Robert Frederick Smith School of Chemical and Biomolecular Engineering , Cornell University , 113 Ho Plaza , Ithaca , New York 14850 , United States.
Department of Chemical and Biomolecular Engineering , University of Illinois at Urbana-Champaign , 600 S Mathews Ave , Urbana , Illinois 61801 , United States.
Bioconjug Chem. 2019 Sep 18;30(9):2452-2457. doi: 10.1021/acs.bioconjchem.9b00522. Epub 2019 Aug 21.
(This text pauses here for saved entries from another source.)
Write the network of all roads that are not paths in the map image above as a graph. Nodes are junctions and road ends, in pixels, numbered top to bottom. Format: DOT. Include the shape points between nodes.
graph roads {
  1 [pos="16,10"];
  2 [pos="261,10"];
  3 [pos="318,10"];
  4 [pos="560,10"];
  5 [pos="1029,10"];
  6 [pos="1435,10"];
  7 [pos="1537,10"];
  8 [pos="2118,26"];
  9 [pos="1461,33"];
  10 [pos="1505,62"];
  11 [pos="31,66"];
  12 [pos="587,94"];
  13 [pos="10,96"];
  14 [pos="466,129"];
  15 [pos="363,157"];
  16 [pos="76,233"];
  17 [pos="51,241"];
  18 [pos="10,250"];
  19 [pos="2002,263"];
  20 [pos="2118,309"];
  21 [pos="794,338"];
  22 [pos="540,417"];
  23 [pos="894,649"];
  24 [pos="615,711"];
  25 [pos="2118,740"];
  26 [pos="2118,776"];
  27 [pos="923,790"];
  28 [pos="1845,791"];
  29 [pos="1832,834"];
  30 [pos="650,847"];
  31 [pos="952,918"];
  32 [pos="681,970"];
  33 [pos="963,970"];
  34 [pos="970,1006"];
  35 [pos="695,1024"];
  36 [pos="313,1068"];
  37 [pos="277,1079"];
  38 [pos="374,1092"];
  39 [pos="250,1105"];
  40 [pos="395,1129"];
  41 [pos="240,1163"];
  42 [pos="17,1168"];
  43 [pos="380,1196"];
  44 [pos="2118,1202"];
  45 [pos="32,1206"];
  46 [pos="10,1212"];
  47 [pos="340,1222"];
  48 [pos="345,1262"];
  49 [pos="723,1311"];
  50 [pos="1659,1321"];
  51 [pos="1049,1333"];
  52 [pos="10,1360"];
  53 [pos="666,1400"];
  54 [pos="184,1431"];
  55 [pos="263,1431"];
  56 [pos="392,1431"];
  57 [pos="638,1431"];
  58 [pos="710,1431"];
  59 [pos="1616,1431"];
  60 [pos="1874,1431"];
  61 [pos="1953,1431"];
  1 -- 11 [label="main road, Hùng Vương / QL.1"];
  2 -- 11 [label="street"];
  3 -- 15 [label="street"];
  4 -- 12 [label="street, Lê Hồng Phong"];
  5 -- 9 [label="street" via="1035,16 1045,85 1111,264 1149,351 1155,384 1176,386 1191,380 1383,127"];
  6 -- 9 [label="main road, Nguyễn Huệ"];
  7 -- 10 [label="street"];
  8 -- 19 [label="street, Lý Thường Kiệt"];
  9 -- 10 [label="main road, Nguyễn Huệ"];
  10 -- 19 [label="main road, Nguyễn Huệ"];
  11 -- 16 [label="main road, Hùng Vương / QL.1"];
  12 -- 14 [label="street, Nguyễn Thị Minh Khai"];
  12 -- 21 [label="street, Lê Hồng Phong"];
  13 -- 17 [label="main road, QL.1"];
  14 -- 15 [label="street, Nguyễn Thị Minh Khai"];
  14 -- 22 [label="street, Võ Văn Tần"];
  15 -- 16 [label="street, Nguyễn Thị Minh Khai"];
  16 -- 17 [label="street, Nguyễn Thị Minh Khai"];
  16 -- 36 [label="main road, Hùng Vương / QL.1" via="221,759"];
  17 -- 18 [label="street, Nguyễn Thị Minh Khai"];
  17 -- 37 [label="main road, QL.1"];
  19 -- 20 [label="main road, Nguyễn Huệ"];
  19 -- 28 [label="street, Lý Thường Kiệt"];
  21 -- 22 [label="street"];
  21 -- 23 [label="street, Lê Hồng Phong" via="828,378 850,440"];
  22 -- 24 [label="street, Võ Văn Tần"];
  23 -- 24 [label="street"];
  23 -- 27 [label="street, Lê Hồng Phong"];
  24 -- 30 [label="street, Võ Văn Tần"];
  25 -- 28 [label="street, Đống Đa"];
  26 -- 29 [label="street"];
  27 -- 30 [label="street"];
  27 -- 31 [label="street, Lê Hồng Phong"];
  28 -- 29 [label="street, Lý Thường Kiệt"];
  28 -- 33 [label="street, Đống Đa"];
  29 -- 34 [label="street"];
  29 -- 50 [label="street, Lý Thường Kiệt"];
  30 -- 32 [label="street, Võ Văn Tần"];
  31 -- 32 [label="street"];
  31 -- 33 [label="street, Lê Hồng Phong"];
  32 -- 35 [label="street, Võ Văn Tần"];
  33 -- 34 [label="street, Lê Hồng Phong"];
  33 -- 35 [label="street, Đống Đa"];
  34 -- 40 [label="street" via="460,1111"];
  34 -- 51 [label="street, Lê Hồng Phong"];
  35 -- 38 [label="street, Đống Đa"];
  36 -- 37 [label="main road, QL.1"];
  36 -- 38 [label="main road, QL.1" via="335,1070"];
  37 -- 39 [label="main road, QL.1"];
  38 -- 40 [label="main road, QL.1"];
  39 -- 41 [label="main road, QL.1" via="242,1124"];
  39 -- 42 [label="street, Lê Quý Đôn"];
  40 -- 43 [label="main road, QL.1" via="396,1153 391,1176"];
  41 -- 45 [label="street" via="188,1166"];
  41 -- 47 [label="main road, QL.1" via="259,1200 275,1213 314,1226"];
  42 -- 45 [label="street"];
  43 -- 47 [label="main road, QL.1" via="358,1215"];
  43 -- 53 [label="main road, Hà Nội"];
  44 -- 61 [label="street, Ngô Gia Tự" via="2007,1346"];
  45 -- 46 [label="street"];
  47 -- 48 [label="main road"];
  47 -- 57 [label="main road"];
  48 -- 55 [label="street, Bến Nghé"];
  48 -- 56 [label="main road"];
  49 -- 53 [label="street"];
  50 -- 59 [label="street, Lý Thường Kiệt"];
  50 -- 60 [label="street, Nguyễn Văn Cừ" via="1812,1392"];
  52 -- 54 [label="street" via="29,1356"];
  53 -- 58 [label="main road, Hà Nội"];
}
Site-specific modification of native antibodies has proven advantageous, as it enhances the properties of antibody-based bioconjugates without the need to manipulate the genetic code. However, native antibody modification is typically limited to strategies that introduce a single functional handle. In this work, we addressed this limitation by designing heterobifunctional substrates for microbial transglutaminase (MTG) that contain both azide and methyltetrazine "click" handles. Structure-conjugation relationships for these substrates were evaluated using the Her2-targeted antibody trastuzumab. Förster resonance energy transfer (FRET) was used to demonstrate that these chemical handles are mutually orthogonal. This orthogonality was leveraged for the one-pot synthesis of a bifunctional antibody-drug conjugate (ADC). This ADC, containing a maytansine-derived payload and a hydrophobicity-masking polyethylene glycol (PEG) side chain, demonstrated potent in vitro activity in SKOV3 cells. These studies establish the dual "click" approach as a powerful technique in the toolbox for native antibody modification.
通过对天然抗体进行定点修饰,可以在不改变遗传密码的情况下增强抗体结合物的性能,事实证明这是非常有利的。然而,天然抗体的修饰通常仅限于引入单个功能接头的策略。在这项工作中,我们通过设计含有叠氮化物和甲基四嗪“点击”接头的微生物转谷氨酰胺酶(MTG)的杂双功能底物来解决这一限制。使用曲妥珠单抗(靶向 Her2 的抗体)评估了这些底物的结构-连接关系。利用Förster 共振能量转移(FRET)证明了这些化学接头是相互正交的。这种正交性被用于一锅法合成双功能抗体药物偶联物(ADC)。该 ADC 含有美坦辛衍生的有效载荷和疏水性掩蔽的聚乙二醇(PEG)侧链,在 SKOV3 细胞中表现出很强的体外活性。这些研究确立了双“点击”方法是天然抗体修饰工具箱中的一种强大技术。